---- GIVEN RECORDS

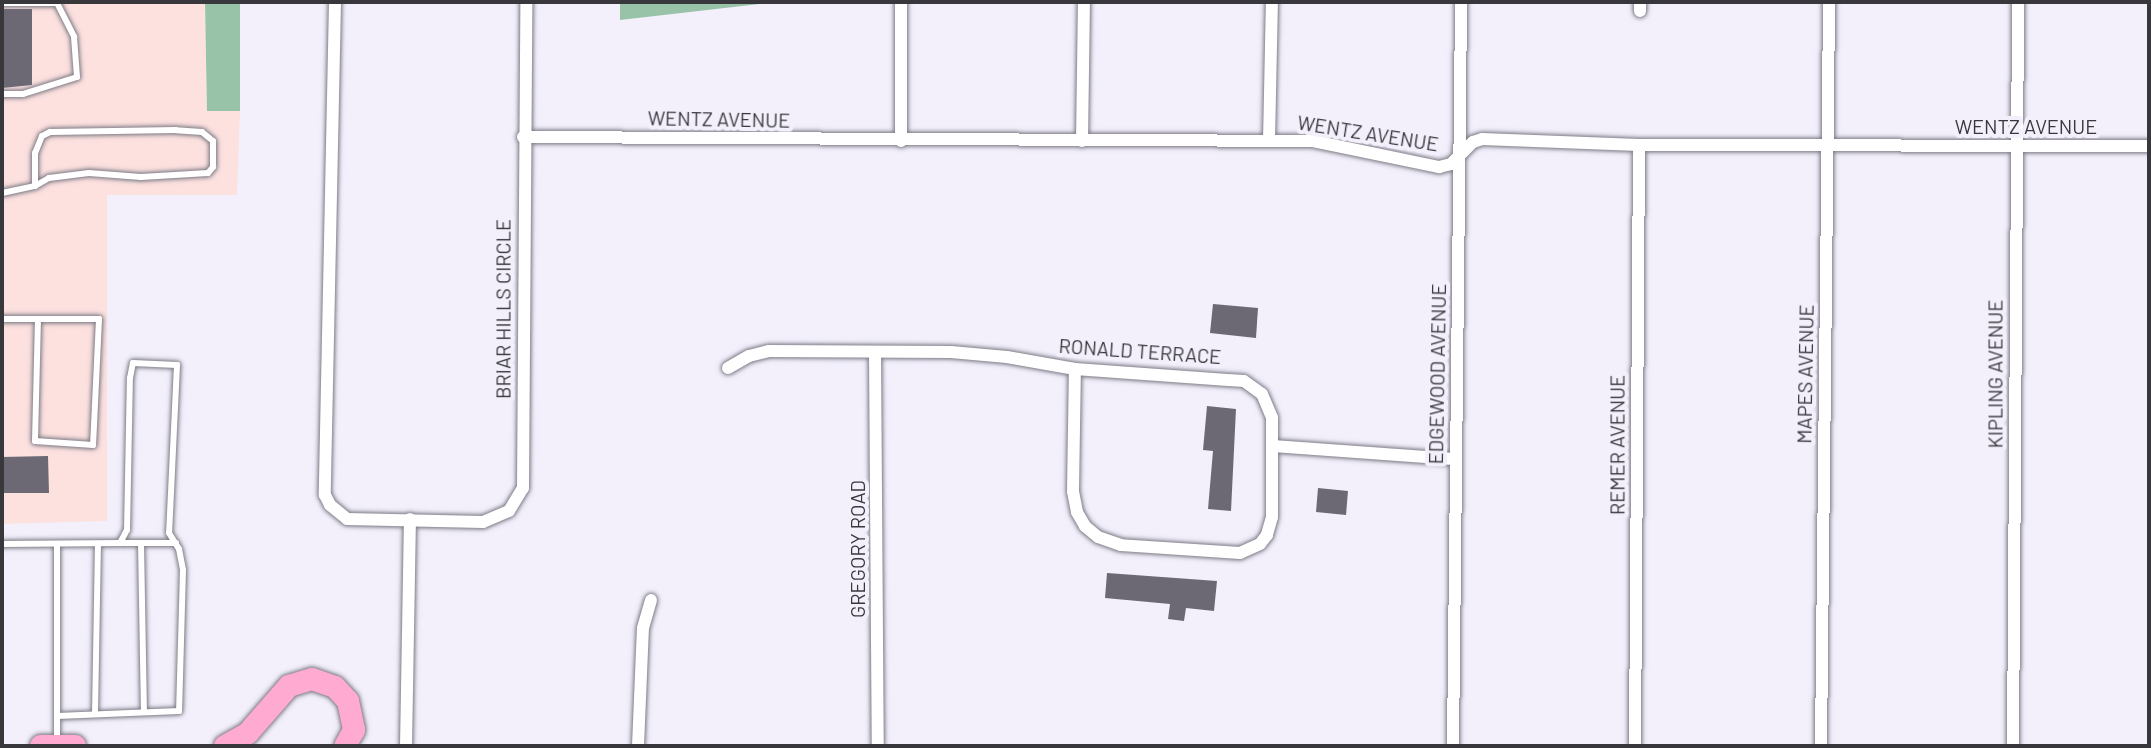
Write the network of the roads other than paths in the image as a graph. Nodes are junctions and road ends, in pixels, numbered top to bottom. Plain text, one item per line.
1 (335, 2) edge
2 (526, 2) edge
3 (901, 2) edge
4 (1084, 2) edge
5 (1272, 2) edge
6 (1461, 2) edge
7 (1829, 2) edge
8 (2018, 2) edge
9 (2, 3) edge
10 (2, 94) edge
11 (523, 137) junction
12 (901, 141) junction
13 (1082, 141) junction
14 (1269, 141) junction
15 (1639, 145) junction
16 (1828, 145) junction
17 (2017, 146) junction
18 (2149, 146) edge
19 (1462, 152) junction
20 (35, 186) junction
21 (2, 193) edge
22 (2, 319) edge
23 (38, 319) junction
24 (875, 352) junction
25 (728, 368) dead end
26 (1075, 369) junction
27 (1272, 446) junction
28 (1455, 459) junction
29 (410, 519) junction
30 (120, 543) junction
31 (141, 543) junction
32 (176, 543) junction
33 (2, 544) edge
34 (57, 544) junction
35 (98, 546) junction
36 (651, 600) dead end
37 (144, 712) junction
38 (95, 714) junction
39 (57, 716) junction
40 (57, 745) edge
41 (41, 746) edge
42 (75, 746) edge
43 (225, 746) edge
44 (345, 746) edge
45 (406, 746) edge
46 (638, 746) edge
47 (878, 746) edge
48 (1453, 746) edge
49 (1635, 746) edge
50 (1821, 746) edge
51 (2013, 746) edge

1 - 29 street, BRIAR HILLS CIRCLE
2 - 11 street, BRIAR HILLS CIRCLE
3 - 12 street
4 - 13 street
5 - 14 street
6 - 19 street, EDGEWOOD AVENUE
7 - 16 street, MAPES AVENUE
8 - 17 street, KIPLING AVENUE
9 - 10 lane
11 - 12 street, WENTZ AVENUE
11 - 29 street, BRIAR HILLS CIRCLE
12 - 13 street, WENTZ AVENUE
13 - 14 street, WENTZ AVENUE
14 - 19 street, WENTZ AVENUE
15 - 16 street, WENTZ AVENUE
15 - 19 street, WENTZ AVENUE
15 - 49 street, REMER AVENUE
16 - 17 street, WENTZ AVENUE
16 - 50 street, MAPES AVENUE
17 - 18 street, WENTZ AVENUE
17 - 51 street, KIPLING AVENUE
19 - 28 street, EDGEWOOD AVENUE
20 - 20 lane
20 - 21 lane
22 - 23 lane
23 - 23 lane
24 - 25 street, RONALD TERRACE
24 - 26 street, RONALD TERRACE
24 - 47 street, GREGORY ROAD
26 - 27 street, RONALD TERRACE
26 - 27 street
27 - 28 street
28 - 48 street, EDGEWOOD AVENUE
29 - 45 street
30 - 31 lane
30 - 32 lane
30 - 35 lane
31 - 32 lane
31 - 37 lane
32 - 37 lane
33 - 34 lane
34 - 35 lane
34 - 39 lane
35 - 38 lane
36 - 46 street
37 - 38 lane
38 - 39 lane
39 - 40 lane
40 - 41 highway
40 - 42 highway
43 - 44 highway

--------

→ WORK INSTRUCTIONS
Look through the entries above for the word "BRIAR". Copy every line where it shows up.

→ RESULT BELOW
1 - 29 street, BRIAR HILLS CIRCLE
2 - 11 street, BRIAR HILLS CIRCLE
11 - 29 street, BRIAR HILLS CIRCLE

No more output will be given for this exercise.